Toward that end, it’s encouraging to witness solid efforts take root. In Youngstown, City Council has authorized spending $8 million in federal American Rescue Plan grant funds this year on building new houses and rehabilitating existing ones.

Bravo!

But the pressing need for such work not only serves aesthetic purposes. It’s also become necessary to ensure the region’s growing network of major new employers has an adequate supply of workers to fill the demands of a burgeoning and diversifying local economy. New workers are entering the Valley’s workforce at a rapid pace. They include those at Ultium Cells, Foxconn, and the soon-to-settle-in Kimberly Clark paper products company in Warren. And development leaders hint at even more major job-creating projects on the horizon.
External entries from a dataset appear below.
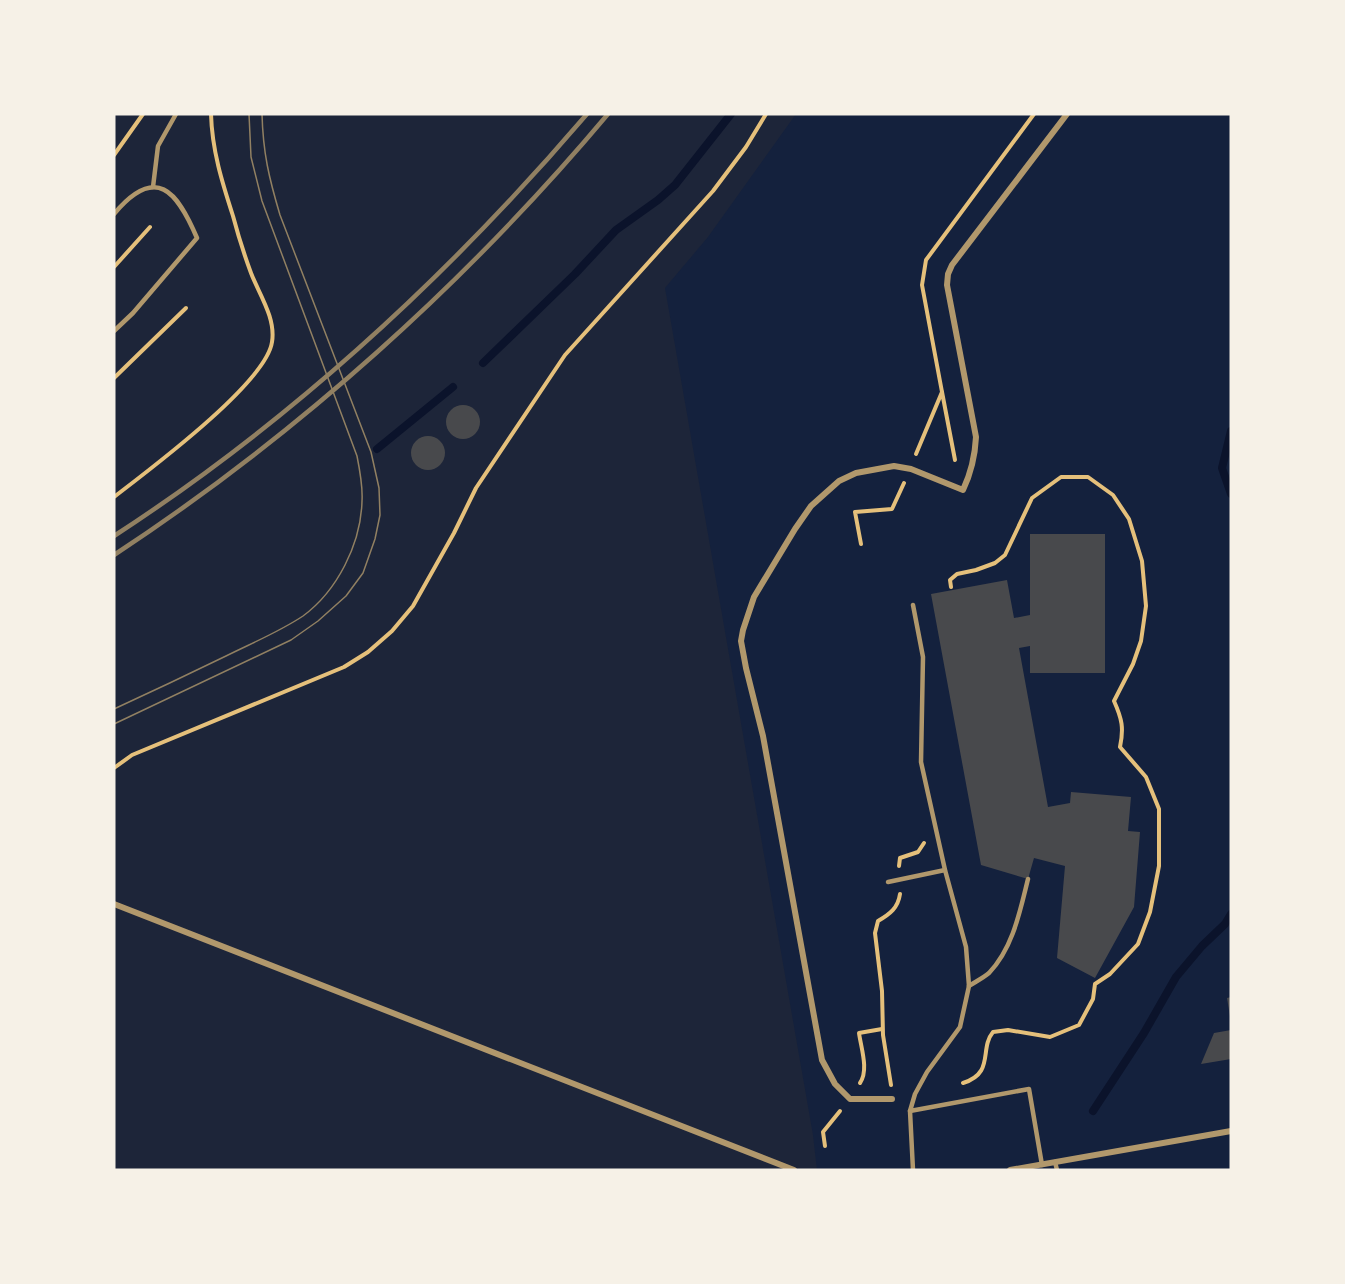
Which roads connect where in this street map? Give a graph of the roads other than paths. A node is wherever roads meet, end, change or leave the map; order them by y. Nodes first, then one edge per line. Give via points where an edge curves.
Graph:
1 (176, 114) edge
2 (1067, 114) edge
3 (153, 187) junction
4 (114, 214) edge
5 (114, 331) edge
6 (913, 604) dead end
7 (945, 870) junction
8 (1028, 879) dead end
9 (888, 882) dead end
10 (114, 904) edge
11 (969, 986) junction
12 (892, 1099) road end
13 (910, 1111) junction
14 (1231, 1131) edge
15 (1055, 1162) junction
16 (1042, 1165) junction
17 (794, 1170) edge
18 (914, 1170) edge
19 (1010, 1170) edge
20 (1057, 1170) edge

1 - 3 lane via 158,146
2 - 12 street via 948,274 976,437 970,476 963,490 894,466 856,473 839,481 812,506 795,529 754,597 741,641 763,736 822,1060 835,1084 850,1100
3 - 4 lane via 132,196
3 - 5 lane via 175,196 197,238
6 - 7 lane via 923,657 921,762
7 - 9 lane
7 - 11 lane via 966,947
8 - 11 lane via 1015,930 1004,953 988,974
10 - 17 street
11 - 13 lane via 960,1028 927,1072
13 - 16 lane via 1029,1089
13 - 18 lane
14 - 15 street
15 - 16 street
15 - 20 lane
16 - 19 street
Repopulating the Valley therefore must catapult to the top of the agenda of local movers and shakers. The Regional Chamber and the ERCOG already have taken the reins in leading that charge. They are rightly focusing on the 3 R’s of repopulation: retain existing talent, return homegrown talent and receive new residents and refugees. We wish them success.

As a model, those leaders should look northeast at Utica, New York, a medium-sized city that saw its population tumble like the Valley’s as a result of deindustrialization. Over the past 15 years, those efforts, including the establishment of a resettlement center, have succeeded in attracting 17,000 refugees who now contribute to that city’s rebounding population and economic livelihood.

Clearly, building up the region’s housing stock and population is a far greater task than the nearly completed work of tearing down the blighted remnants of the Valley’s past. But if leaders in local government and economic development agencies step on the gas, we’re confident Greater Youngstown can evolve into a larger, more vibrant and more prosperous community on its journey toward the midpoint of this century.